* [Work item]: Every line below containing the word "Goyang" should be found and copied.

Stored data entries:
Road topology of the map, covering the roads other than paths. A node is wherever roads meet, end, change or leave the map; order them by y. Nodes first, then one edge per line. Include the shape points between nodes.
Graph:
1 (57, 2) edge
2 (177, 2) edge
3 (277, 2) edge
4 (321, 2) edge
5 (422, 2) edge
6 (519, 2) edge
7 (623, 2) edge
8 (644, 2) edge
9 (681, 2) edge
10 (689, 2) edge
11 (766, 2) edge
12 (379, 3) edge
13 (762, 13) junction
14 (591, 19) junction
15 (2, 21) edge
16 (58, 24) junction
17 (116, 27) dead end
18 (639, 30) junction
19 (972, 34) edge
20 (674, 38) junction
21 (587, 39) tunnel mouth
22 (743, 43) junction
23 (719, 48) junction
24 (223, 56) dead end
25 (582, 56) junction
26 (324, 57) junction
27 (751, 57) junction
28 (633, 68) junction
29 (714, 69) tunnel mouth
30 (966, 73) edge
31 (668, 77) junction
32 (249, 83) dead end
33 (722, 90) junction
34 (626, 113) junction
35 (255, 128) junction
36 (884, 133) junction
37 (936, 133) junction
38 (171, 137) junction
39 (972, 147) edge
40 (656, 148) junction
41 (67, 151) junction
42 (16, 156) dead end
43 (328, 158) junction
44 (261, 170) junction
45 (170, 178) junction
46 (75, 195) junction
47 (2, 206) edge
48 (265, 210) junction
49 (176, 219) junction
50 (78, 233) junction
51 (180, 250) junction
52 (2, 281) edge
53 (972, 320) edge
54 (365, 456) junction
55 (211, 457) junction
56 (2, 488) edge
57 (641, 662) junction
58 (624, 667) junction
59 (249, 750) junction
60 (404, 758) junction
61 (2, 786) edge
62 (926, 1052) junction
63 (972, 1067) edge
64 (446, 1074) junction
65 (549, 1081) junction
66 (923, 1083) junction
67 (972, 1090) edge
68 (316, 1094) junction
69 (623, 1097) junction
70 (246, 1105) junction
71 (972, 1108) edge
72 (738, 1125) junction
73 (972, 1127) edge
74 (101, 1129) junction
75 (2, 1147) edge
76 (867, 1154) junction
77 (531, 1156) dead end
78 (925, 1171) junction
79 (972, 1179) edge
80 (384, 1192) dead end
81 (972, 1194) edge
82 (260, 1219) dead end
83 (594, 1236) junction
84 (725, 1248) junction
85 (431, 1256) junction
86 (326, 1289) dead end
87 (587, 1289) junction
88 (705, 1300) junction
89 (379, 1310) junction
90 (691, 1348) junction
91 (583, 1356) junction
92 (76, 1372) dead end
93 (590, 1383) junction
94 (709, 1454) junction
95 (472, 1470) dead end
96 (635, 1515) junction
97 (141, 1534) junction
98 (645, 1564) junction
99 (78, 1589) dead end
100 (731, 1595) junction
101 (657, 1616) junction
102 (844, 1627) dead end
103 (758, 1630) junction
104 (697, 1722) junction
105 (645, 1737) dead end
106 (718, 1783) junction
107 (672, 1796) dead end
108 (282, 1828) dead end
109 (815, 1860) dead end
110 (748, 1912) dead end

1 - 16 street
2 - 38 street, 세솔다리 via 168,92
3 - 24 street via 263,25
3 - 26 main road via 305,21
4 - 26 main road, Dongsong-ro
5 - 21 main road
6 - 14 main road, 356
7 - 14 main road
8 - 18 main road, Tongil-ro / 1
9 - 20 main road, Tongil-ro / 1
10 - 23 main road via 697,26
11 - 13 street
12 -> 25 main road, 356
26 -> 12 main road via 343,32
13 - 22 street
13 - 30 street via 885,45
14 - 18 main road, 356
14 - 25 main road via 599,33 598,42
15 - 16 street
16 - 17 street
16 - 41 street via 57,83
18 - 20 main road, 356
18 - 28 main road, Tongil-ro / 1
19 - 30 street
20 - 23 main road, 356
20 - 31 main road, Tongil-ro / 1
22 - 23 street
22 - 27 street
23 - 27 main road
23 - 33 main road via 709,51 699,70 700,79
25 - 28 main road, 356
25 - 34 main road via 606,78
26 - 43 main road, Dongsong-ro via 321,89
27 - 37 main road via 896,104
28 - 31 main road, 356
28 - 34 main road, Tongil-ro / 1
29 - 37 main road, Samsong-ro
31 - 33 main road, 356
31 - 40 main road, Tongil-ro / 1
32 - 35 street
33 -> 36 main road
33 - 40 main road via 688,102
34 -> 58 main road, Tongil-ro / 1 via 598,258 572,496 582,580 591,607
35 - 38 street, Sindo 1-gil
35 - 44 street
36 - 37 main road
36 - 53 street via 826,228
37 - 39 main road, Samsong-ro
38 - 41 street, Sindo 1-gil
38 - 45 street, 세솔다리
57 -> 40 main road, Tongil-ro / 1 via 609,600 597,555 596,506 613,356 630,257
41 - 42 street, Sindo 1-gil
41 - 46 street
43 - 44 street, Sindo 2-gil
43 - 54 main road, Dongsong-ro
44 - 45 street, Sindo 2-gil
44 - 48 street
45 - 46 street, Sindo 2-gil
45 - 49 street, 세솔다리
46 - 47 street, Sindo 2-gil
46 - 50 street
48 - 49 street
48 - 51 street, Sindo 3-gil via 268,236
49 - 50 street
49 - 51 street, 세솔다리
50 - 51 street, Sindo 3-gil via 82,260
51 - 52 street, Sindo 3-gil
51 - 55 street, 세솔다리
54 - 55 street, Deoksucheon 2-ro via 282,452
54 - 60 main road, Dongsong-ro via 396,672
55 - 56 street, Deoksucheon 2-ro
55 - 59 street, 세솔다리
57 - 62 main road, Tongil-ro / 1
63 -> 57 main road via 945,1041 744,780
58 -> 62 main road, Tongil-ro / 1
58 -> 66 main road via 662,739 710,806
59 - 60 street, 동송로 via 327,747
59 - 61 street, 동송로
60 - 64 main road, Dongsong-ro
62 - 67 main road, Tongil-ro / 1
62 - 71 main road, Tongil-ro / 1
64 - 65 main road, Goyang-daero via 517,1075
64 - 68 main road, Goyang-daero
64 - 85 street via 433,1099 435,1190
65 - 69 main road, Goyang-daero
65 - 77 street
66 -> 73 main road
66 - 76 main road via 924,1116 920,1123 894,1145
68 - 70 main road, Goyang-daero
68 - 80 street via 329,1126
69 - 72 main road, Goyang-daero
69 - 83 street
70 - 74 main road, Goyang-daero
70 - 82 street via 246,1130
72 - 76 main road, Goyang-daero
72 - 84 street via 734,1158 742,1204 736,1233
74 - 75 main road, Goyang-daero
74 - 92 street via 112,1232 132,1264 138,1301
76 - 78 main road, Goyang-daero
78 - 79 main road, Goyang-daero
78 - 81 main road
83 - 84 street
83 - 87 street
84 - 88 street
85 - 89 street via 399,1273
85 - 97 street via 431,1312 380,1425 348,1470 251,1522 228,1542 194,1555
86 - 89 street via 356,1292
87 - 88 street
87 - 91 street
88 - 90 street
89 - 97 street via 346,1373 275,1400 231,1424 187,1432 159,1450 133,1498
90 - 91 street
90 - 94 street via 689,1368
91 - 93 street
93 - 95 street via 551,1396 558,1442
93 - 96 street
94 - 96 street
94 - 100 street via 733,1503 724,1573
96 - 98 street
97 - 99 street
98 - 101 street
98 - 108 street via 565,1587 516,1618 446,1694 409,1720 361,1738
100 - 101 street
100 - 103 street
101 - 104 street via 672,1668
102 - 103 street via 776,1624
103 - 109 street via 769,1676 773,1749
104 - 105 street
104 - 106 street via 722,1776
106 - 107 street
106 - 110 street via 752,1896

* [Task answer]:
64 - 65 main road, Goyang-daero via 517,1075
64 - 68 main road, Goyang-daero
65 - 69 main road, Goyang-daero
68 - 70 main road, Goyang-daero
69 - 72 main road, Goyang-daero
70 - 74 main road, Goyang-daero
72 - 76 main road, Goyang-daero
74 - 75 main road, Goyang-daero
76 - 78 main road, Goyang-daero
78 - 79 main road, Goyang-daero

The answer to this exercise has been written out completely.